Assessment of HgCdTe photodiodes and quantum well infrared photoconductors for long wavelength focal plane arrays

Recent trends in infrared detectors are towards large, electronically addressed two-dimensional arrays. In the long wavelength infrared (LWIR) spectral range HgCdTe focal plane arrays (FPAs) occupy a dominant position. However, the slow progress in the development of large LWIR photovoltaic HgCdTe infrared imaging arrays and the rapid achievements of novel semiconductor heterostructure systems have made it necessary to foresee the future development of different material technologies in fabrication large FPAs. Among the competing technologies in LWIR are the quantum well infrared photoconductors (QWIPs) based on lattice matched GaAs/AlGaAs and strained layer InGaAs/AlGaAs material systems. This paper compares the technical merits of two IR detector arrays technologies; photovoltaic HgCdTe and QWIPs. It is clearly shown that LWIR QWIP cannot compete with HgCdTe photodiode as the single device especially at higher temperature operation (>70 K) due to fundamental limitations associated with intersubband transitions. However, the advantage of HgCdTe is less distinct in temperature range below 50 K due to problems involved in HgCdTe material (p-type doping, Shockley–Read recombination, trap-assisted tunnelling, surface and interface instabilities).
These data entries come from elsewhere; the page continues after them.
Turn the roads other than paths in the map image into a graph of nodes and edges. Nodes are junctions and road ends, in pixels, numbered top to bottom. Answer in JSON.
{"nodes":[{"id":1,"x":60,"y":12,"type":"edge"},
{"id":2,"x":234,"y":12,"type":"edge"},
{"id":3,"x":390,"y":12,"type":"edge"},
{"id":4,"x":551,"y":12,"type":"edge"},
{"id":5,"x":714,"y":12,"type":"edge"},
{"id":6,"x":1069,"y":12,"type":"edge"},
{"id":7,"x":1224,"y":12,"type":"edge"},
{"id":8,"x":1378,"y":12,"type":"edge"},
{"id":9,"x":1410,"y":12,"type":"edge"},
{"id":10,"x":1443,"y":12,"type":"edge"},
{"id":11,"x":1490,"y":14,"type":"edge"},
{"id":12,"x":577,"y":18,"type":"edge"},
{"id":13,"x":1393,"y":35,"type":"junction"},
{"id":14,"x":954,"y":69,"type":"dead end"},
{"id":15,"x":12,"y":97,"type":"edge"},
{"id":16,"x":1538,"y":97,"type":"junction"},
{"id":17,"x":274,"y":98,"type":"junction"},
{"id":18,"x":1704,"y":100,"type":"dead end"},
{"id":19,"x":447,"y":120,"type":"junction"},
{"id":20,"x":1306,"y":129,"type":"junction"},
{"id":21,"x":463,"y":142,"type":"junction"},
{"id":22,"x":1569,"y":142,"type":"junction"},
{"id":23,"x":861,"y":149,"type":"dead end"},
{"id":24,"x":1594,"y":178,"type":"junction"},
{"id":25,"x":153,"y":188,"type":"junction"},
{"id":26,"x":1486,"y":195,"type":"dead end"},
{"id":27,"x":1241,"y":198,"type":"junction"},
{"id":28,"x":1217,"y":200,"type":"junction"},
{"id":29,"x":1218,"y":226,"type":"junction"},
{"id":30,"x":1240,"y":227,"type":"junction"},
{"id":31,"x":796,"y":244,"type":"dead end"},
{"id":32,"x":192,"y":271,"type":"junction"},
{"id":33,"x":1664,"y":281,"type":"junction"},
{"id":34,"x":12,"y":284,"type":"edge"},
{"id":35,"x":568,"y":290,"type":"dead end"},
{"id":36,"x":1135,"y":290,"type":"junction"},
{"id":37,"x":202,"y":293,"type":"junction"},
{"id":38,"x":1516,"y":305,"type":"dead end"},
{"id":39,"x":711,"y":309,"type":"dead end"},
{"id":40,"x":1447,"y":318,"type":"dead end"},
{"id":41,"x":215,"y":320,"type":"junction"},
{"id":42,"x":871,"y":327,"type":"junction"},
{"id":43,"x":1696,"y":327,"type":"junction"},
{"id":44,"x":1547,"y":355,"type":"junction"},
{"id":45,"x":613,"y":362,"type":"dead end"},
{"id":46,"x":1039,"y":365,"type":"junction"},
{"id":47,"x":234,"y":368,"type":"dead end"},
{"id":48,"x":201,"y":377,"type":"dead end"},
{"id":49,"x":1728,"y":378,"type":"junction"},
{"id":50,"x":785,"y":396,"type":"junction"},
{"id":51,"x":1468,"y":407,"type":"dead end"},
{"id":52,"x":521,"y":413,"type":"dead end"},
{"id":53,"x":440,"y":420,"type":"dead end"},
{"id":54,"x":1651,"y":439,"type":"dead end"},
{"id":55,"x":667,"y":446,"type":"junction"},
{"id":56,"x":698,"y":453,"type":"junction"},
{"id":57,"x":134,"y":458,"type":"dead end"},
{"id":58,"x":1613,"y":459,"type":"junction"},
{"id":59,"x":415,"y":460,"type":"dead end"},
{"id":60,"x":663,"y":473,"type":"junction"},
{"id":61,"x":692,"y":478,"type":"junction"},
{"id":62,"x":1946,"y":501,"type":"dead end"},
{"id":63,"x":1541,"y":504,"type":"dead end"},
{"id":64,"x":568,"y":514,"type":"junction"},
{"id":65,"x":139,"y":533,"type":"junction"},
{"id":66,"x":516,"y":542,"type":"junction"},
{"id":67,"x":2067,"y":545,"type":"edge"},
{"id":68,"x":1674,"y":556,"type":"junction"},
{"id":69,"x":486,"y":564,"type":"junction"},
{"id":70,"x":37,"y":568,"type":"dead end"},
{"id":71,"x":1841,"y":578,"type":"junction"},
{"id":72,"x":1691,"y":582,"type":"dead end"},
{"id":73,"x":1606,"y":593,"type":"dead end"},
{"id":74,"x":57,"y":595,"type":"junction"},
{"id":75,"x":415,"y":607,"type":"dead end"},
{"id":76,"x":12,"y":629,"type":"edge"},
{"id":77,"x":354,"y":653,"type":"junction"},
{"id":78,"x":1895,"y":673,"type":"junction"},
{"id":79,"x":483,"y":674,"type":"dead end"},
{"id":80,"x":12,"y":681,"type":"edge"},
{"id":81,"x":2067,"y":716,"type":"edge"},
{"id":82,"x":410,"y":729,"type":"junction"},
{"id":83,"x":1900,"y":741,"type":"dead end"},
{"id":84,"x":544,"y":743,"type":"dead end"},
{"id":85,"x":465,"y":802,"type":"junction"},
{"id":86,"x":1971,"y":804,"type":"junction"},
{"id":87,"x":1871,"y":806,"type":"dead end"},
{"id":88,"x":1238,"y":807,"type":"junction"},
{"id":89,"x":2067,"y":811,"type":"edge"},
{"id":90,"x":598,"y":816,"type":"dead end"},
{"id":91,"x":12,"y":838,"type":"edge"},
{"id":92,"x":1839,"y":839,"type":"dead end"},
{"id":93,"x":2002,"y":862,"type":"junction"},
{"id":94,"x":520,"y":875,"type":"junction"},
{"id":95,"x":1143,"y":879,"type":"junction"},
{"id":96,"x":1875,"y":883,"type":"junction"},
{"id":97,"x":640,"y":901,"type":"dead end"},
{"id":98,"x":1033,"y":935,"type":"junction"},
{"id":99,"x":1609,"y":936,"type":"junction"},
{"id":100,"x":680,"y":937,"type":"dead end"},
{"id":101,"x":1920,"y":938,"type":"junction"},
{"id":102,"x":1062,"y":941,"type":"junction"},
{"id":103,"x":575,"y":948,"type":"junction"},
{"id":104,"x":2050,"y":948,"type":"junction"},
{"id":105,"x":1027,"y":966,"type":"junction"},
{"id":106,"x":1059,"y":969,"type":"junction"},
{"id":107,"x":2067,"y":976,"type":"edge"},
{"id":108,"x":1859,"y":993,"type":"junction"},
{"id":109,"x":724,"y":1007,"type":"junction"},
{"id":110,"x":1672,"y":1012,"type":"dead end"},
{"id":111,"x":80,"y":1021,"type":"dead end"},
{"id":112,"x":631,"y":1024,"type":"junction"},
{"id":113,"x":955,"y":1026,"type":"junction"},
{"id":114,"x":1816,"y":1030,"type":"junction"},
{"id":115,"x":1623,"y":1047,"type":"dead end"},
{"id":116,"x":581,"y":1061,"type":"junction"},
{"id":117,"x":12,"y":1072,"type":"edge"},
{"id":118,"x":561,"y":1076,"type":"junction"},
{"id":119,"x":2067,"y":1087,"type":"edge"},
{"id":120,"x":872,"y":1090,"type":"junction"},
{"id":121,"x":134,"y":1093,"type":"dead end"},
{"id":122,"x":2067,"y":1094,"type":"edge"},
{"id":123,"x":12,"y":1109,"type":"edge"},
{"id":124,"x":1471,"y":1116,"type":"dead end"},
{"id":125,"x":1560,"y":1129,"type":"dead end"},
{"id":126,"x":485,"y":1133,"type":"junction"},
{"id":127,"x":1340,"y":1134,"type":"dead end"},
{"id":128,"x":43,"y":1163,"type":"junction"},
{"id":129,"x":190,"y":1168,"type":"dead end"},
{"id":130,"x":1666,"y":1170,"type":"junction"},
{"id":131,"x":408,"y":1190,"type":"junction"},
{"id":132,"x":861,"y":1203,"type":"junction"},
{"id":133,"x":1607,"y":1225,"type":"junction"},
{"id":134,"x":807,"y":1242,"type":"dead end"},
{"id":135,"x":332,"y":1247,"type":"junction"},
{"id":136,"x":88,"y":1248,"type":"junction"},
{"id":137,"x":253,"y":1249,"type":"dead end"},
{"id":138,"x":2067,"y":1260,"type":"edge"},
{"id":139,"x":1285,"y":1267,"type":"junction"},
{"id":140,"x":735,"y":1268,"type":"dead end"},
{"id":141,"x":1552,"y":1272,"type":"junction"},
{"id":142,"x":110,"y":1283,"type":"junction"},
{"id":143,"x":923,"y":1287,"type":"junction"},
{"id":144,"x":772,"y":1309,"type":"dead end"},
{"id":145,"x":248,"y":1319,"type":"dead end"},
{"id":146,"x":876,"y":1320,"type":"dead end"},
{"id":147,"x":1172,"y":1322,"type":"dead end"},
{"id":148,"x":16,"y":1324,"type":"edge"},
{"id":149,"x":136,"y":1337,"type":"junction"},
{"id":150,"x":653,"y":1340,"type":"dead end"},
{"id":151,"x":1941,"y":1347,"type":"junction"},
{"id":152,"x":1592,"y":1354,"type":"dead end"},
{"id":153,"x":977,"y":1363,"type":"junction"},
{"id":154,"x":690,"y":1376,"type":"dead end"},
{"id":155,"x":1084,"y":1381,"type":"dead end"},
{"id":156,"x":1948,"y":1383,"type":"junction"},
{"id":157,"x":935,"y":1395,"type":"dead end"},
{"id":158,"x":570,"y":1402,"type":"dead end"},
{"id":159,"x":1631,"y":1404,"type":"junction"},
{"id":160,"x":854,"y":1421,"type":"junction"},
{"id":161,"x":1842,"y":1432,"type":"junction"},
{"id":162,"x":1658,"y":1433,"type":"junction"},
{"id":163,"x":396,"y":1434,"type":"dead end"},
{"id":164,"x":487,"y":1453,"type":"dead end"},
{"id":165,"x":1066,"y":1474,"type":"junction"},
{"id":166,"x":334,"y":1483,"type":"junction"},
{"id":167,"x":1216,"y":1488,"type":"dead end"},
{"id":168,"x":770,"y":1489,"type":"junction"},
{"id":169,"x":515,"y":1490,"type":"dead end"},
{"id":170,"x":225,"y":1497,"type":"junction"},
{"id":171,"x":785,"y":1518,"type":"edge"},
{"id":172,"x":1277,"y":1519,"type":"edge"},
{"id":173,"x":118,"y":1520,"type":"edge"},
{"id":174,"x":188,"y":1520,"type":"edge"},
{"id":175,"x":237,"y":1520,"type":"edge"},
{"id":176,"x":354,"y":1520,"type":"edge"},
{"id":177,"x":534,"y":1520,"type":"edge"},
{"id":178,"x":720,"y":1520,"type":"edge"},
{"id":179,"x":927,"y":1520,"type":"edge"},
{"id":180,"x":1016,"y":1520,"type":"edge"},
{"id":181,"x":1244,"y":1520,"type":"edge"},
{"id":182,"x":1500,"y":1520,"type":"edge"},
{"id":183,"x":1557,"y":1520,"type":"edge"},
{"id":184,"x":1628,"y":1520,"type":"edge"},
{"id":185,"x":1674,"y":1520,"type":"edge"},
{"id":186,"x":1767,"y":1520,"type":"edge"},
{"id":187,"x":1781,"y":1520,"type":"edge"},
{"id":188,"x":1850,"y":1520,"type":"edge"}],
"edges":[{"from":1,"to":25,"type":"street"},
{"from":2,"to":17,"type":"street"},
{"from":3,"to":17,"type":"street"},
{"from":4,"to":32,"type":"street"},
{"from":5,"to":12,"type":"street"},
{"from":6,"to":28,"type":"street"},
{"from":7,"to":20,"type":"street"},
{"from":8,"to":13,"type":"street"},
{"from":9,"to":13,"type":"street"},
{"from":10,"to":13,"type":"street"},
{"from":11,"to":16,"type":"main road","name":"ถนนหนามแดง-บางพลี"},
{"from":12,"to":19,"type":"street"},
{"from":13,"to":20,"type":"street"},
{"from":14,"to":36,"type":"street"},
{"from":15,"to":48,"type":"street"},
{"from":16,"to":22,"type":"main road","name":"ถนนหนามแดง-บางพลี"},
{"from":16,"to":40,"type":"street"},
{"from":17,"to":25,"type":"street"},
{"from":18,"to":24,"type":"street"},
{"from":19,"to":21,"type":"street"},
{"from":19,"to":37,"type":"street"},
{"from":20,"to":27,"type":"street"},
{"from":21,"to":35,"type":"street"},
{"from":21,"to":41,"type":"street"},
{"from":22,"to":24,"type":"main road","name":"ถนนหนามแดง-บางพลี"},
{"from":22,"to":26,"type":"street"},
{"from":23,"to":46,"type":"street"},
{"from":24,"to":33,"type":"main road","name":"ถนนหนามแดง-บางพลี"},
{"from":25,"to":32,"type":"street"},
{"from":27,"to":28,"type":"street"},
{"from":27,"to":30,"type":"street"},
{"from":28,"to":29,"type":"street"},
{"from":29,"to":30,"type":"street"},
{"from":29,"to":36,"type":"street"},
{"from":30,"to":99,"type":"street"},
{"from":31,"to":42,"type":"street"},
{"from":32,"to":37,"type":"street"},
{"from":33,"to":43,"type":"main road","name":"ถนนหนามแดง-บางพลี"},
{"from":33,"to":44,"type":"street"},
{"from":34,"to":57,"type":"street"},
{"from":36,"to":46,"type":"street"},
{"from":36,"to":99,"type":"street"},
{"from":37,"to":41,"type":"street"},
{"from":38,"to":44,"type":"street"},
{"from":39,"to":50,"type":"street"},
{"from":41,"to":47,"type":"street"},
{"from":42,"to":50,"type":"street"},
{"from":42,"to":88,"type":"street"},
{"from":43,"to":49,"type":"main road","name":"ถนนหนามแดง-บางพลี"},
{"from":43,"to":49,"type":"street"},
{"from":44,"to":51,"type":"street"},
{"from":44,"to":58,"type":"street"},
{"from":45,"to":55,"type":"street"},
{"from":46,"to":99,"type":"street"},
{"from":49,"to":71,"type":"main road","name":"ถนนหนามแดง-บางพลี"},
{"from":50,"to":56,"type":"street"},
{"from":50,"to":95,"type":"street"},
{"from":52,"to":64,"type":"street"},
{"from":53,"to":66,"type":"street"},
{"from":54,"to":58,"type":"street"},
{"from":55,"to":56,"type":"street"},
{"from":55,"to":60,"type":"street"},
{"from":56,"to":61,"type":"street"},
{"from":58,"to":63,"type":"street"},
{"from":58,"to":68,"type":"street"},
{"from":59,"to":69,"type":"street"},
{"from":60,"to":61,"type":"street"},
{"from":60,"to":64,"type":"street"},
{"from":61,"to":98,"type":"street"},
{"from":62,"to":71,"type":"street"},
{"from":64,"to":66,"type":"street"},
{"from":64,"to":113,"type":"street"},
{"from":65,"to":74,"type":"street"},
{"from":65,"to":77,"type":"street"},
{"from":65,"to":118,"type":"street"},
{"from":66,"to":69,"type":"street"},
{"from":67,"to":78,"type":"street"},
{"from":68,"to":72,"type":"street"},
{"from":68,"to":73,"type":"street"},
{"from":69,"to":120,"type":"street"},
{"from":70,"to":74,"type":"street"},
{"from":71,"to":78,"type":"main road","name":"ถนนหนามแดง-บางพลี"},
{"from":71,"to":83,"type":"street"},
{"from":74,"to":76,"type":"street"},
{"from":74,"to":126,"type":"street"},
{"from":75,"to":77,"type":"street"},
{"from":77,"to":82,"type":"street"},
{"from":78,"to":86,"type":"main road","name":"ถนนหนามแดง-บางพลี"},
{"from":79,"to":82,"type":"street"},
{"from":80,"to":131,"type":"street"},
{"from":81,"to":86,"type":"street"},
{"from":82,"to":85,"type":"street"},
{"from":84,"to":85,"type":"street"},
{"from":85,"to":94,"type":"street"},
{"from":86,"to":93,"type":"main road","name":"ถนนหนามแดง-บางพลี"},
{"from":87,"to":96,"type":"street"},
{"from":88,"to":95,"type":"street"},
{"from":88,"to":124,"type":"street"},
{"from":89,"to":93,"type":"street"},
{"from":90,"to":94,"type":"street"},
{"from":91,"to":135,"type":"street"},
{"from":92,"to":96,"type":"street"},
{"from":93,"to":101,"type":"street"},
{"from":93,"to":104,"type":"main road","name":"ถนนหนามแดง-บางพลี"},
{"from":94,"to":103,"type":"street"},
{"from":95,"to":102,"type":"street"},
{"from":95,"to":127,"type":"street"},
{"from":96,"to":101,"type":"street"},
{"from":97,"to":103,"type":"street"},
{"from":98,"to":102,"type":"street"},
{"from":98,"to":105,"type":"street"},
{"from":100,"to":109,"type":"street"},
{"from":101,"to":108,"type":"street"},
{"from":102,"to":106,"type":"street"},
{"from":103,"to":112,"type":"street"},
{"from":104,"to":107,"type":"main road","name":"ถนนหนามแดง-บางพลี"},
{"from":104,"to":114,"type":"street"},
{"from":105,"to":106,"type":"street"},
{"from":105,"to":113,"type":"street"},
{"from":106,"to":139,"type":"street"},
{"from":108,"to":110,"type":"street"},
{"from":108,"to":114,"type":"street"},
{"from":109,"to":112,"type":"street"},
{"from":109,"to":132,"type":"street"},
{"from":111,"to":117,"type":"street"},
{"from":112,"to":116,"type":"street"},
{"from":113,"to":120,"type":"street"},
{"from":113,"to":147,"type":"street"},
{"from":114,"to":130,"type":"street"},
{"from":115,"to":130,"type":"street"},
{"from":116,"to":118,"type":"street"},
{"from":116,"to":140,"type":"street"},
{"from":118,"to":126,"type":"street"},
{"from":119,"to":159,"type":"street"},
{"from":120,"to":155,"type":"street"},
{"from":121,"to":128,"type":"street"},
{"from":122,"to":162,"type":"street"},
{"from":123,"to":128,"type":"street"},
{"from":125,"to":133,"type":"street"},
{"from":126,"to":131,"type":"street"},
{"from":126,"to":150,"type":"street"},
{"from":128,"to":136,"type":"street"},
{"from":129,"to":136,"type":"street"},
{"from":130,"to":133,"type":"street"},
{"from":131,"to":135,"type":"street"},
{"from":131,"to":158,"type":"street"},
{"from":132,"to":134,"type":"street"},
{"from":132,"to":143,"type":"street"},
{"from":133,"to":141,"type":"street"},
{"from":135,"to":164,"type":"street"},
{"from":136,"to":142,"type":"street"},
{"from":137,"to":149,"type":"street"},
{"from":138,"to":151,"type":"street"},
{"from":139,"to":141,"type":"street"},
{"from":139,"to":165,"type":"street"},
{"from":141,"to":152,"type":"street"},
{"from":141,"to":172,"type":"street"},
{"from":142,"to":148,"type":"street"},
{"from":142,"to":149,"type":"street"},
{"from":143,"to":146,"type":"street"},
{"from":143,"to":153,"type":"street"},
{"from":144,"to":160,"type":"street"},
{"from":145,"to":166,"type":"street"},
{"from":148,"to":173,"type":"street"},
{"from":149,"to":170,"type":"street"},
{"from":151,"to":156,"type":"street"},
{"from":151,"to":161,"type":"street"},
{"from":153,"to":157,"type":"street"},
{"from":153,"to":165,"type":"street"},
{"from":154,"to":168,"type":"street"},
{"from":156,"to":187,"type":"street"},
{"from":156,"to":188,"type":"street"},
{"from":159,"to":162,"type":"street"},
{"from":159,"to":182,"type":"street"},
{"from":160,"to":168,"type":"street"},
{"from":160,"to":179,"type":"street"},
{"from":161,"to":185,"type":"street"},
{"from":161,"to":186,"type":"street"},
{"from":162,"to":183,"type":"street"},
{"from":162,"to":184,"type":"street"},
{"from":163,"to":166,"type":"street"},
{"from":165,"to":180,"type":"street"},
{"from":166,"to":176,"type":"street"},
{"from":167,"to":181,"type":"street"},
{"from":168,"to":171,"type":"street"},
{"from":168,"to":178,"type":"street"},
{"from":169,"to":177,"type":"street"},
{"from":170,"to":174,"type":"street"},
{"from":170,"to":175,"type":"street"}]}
Even though the QWIP is a photoconductor, several of its properties such as high impedance, fast response time, long integration time, and low power consumption, well satisfy the requirements of fabrication of large FPAs. Due to the high material quality at low temperature, QWIP has potential advantages over HgCdTe for very LWIR (VLWIR) FPA applications in terms of the array size, uniformity, yield and cost of the systems.